**** Extracted entries ****
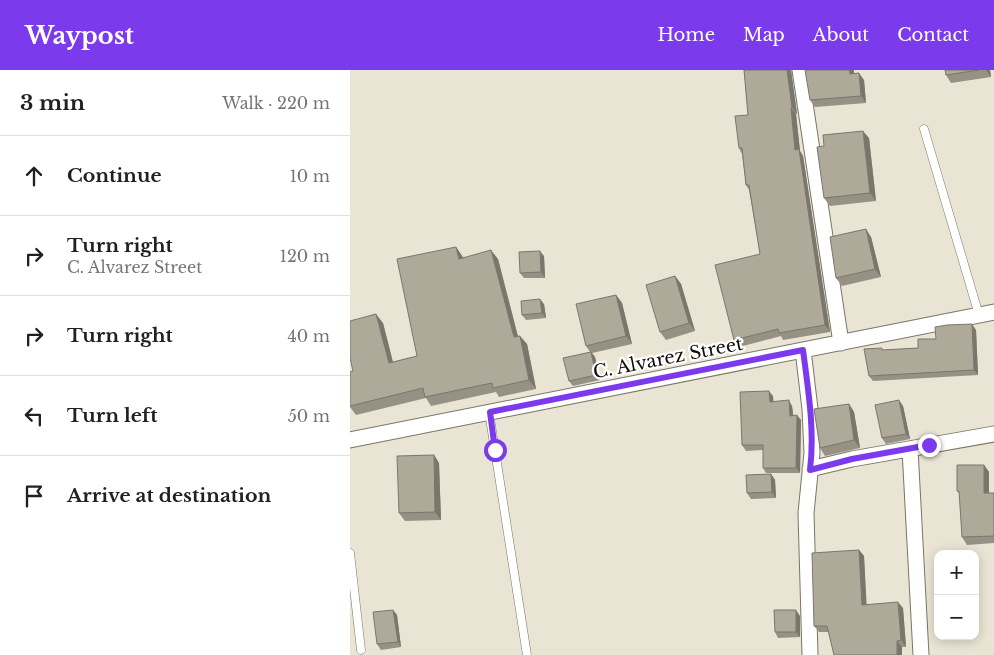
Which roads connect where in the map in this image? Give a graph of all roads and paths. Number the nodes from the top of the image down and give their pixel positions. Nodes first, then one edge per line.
1 (800, 70) edge
2 (924, 129) dead end
3 (994, 312) edge
4 (978, 315) junction
5 (841, 343) junction
6 (803, 350) junction
7 (490, 412) junction
8 (994, 434) edge
9 (350, 440) edge
10 (910, 449) junction
11 (810, 470) junction
12 (350, 553) edge
13 (361, 650) dead end
14 (527, 655) edge
15 (810, 655) edge
16 (921, 655) edge

1 - 5 street
2 - 4 lane
3 - 4 street, C. Alvarez Street
4 - 5 street, C. Alvarez Street
5 - 6 street, C. Alvarez Street
6 - 7 street, C. Alvarez Street
6 - 11 street
7 - 9 street, C. Alvarez Street
7 - 14 lane
8 - 10 street
10 - 11 street
10 - 16 street
11 - 15 street
12 - 13 lane

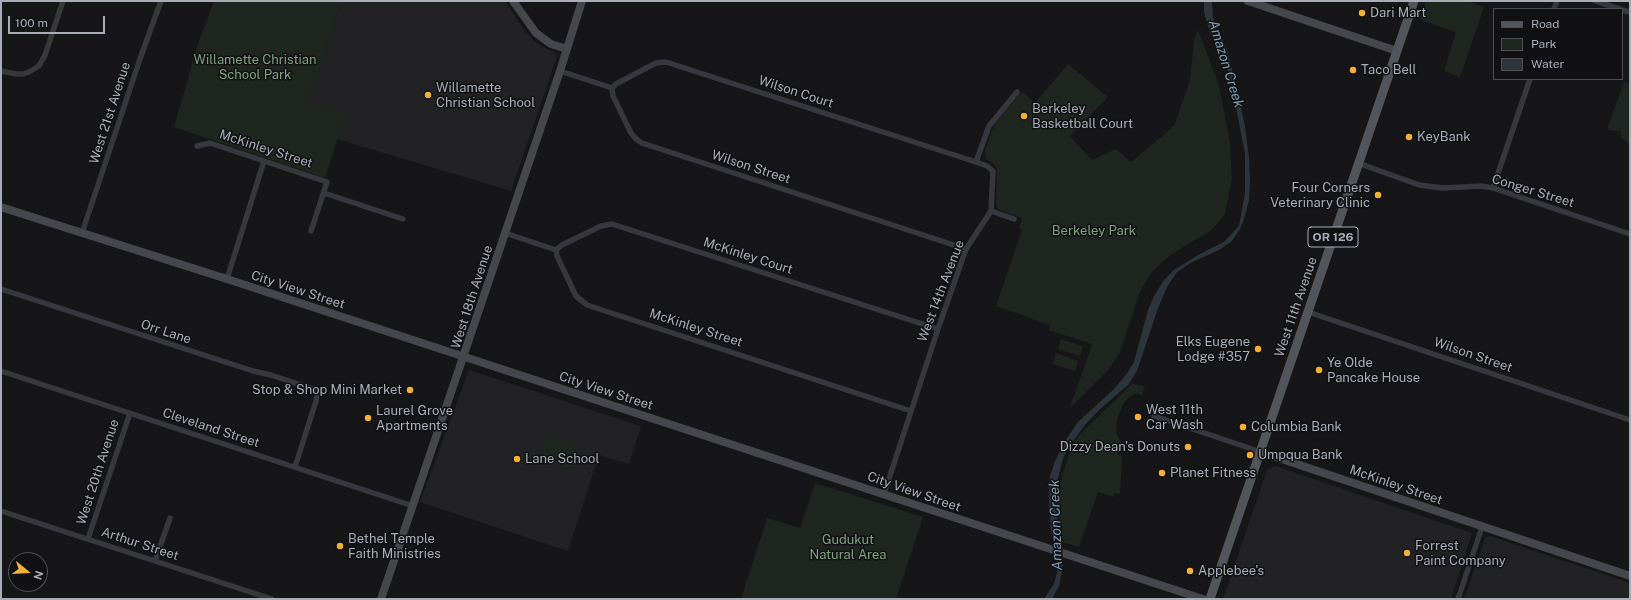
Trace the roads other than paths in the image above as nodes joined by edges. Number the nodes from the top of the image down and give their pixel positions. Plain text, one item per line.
1 (63, 1) edge
2 (161, 1) edge
3 (514, 1) edge
4 (582, 1) edge
5 (1248, 1) edge
6 (1414, 1) edge
7 (1596, 1) edge
8 (1618, 8) edge
9 (567, 49) junction
10 (1397, 51) junction
11 (1, 71) edge
12 (560, 71) junction
13 (1530, 80) edge
14 (612, 88) junction
15 (1016, 92) dead end
16 (197, 146) dead end
17 (264, 161) junction
18 (976, 162) junction
19 (1358, 163) junction
20 (1493, 188) junction
21 (324, 193) junction
22 (1, 207) edge
23 (991, 211) junction
24 (403, 219) dead end
25 (1014, 219) dead end
26 (311, 231) dead end
27 (82, 233) junction
28 (505, 233) junction
29 (1630, 234) edge
30 (966, 249) junction
31 (556, 250) junction
32 (227, 279) junction
33 (1, 289) edge
34 (1308, 312) junction
35 (938, 329) junction
36 (464, 358) junction
37 (1, 371) edge
38 (911, 411) junction
39 (130, 413) junction
40 (1154, 416) dead end
41 (1630, 420) edge
42 (1261, 452) junction
43 (295, 467) junction
44 (884, 494) junction
45 (413, 506) junction
46 (1, 511) edge
47 (170, 518) dead end
48 (1482, 527) junction
49 (88, 539) junction
50 (155, 561) junction
51 (1630, 576) edge
52 (272, 599) edge
53 (381, 599) edge
54 (1203, 599) edge
55 (1210, 599) edge
56 (1458, 599) edge

1 - 11 street
2 - 27 street, West 21st Avenue
3 - 9 street
4 - 9 street, West 18th Avenue
5 - 10 street
6 - 10 main road, West 11th Avenue / OR 126
7 - 8 street
9 - 12 street, West 18th Avenue
10 - 19 main road, West 11th Avenue / OR 126
12 - 14 street
12 - 28 street, West 18th Avenue
13 - 20 street
14 - 18 street, Wilson Court
14 - 30 street, Wilson Street
15 - 18 street
16 - 17 street, McKinley Street
17 - 21 street, McKinley Street
17 - 32 street
18 - 23 street
19 - 20 street, Conger Street
19 - 34 main road, West 11th Avenue / OR 126
20 - 29 street, Conger Street
21 - 24 street
21 - 26 street
22 - 27 street, City View Street
23 - 25 street
23 - 30 street, West 14th Avenue
27 - 32 street, City View Street
28 - 31 street
28 - 36 street, West 18th Avenue
30 - 35 street, West 14th Avenue
31 - 35 street, McKinley Court
31 - 38 street, McKinley Street
32 - 36 street, City View Street
33 - 43 street, Orr Lane
34 - 41 street, Wilson Street
34 - 42 main road, West 11th Avenue / OR 126
35 - 38 street, West 14th Avenue
36 - 44 street, City View Street
36 - 45 street, West 18th Avenue
37 - 39 street, Cleveland Street
38 - 44 street, West 14th Avenue
39 - 43 street, Cleveland Street
39 - 49 street, West 20th Avenue
40 - 42 street, McKinley Street
42 - 48 street, McKinley Street
42 - 55 main road, West 11th Avenue / OR 126
43 - 45 street, Cleveland Street
44 - 54 street, City View Street
45 - 53 street, West 18th Avenue
46 - 49 street, Arthur Street
47 - 50 street
48 - 51 street, McKinley Street
48 - 56 street
49 - 50 street, Arthur Street
50 - 52 street, Arthur Street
****
Transcribe the records above exactly, skipping pictures.

● **Exercise response**
Which roads connect where in the map in this image? Give a graph of all roads and paths. Number the nodes from the top of the image down and give their pixel positions. Nodes first, then one edge per line.
1 (800, 70) edge
2 (924, 129) dead end
3 (994, 312) edge
4 (978, 315) junction
5 (841, 343) junction
6 (803, 350) junction
7 (490, 412) junction
8 (994, 434) edge
9 (350, 440) edge
10 (910, 449) junction
11 (810, 470) junction
12 (350, 553) edge
13 (361, 650) dead end
14 (527, 655) edge
15 (810, 655) edge
16 (921, 655) edge

1 - 5 street
2 - 4 lane
3 - 4 street, C. Alvarez Street
4 - 5 street, C. Alvarez Street
5 - 6 street, C. Alvarez Street
6 - 7 street, C. Alvarez Street
6 - 11 street
7 - 9 street, C. Alvarez Street
7 - 14 lane
8 - 10 street
10 - 11 street
10 - 16 street
11 - 15 street
12 - 13 lane

Trace the roads other than paths in the image above as nodes joined by edges. Number the nodes from the top of the image down and give their pixel positions. Plain text, one item per line.
1 (63, 1) edge
2 (161, 1) edge
3 (514, 1) edge
4 (582, 1) edge
5 (1248, 1) edge
6 (1414, 1) edge
7 (1596, 1) edge
8 (1618, 8) edge
9 (567, 49) junction
10 (1397, 51) junction
11 (1, 71) edge
12 (560, 71) junction
13 (1530, 80) edge
14 (612, 88) junction
15 (1016, 92) dead end
16 (197, 146) dead end
17 (264, 161) junction
18 (976, 162) junction
19 (1358, 163) junction
20 (1493, 188) junction
21 (324, 193) junction
22 (1, 207) edge
23 (991, 211) junction
24 (403, 219) dead end
25 (1014, 219) dead end
26 (311, 231) dead end
27 (82, 233) junction
28 (505, 233) junction
29 (1630, 234) edge
30 (966, 249) junction
31 (556, 250) junction
32 (227, 279) junction
33 (1, 289) edge
34 (1308, 312) junction
35 (938, 329) junction
36 (464, 358) junction
37 (1, 371) edge
38 (911, 411) junction
39 (130, 413) junction
40 (1154, 416) dead end
41 (1630, 420) edge
42 (1261, 452) junction
43 (295, 467) junction
44 (884, 494) junction
45 (413, 506) junction
46 (1, 511) edge
47 (170, 518) dead end
48 (1482, 527) junction
49 (88, 539) junction
50 (155, 561) junction
51 (1630, 576) edge
52 (272, 599) edge
53 (381, 599) edge
54 (1203, 599) edge
55 (1210, 599) edge
56 (1458, 599) edge

1 - 11 street
2 - 27 street, West 21st Avenue
3 - 9 street
4 - 9 street, West 18th Avenue
5 - 10 street
6 - 10 main road, West 11th Avenue / OR 126
7 - 8 street
9 - 12 street, West 18th Avenue
10 - 19 main road, West 11th Avenue / OR 126
12 - 14 street
12 - 28 street, West 18th Avenue
13 - 20 street
14 - 18 street, Wilson Court
14 - 30 street, Wilson Street
15 - 18 street
16 - 17 street, McKinley Street
17 - 21 street, McKinley Street
17 - 32 street
18 - 23 street
19 - 20 street, Conger Street
19 - 34 main road, West 11th Avenue / OR 126
20 - 29 street, Conger Street
21 - 24 street
21 - 26 street
22 - 27 street, City View Street
23 - 25 street
23 - 30 street, West 14th Avenue
27 - 32 street, City View Street
28 - 31 street
28 - 36 street, West 18th Avenue
30 - 35 street, West 14th Avenue
31 - 35 street, McKinley Court
31 - 38 street, McKinley Street
32 - 36 street, City View Street
33 - 43 street, Orr Lane
34 - 41 street, Wilson Street
34 - 42 main road, West 11th Avenue / OR 126
35 - 38 street, West 14th Avenue
36 - 44 street, City View Street
36 - 45 street, West 18th Avenue
37 - 39 street, Cleveland Street
38 - 44 street, West 14th Avenue
39 - 43 street, Cleveland Street
39 - 49 street, West 20th Avenue
40 - 42 street, McKinley Street
42 - 48 street, McKinley Street
42 - 55 main road, West 11th Avenue / OR 126
43 - 45 street, Cleveland Street
44 - 54 street, City View Street
45 - 53 street, West 18th Avenue
46 - 49 street, Arthur Street
47 - 50 street
48 - 51 street, McKinley Street
48 - 56 street
49 - 50 street, Arthur Street
50 - 52 street, Arthur Street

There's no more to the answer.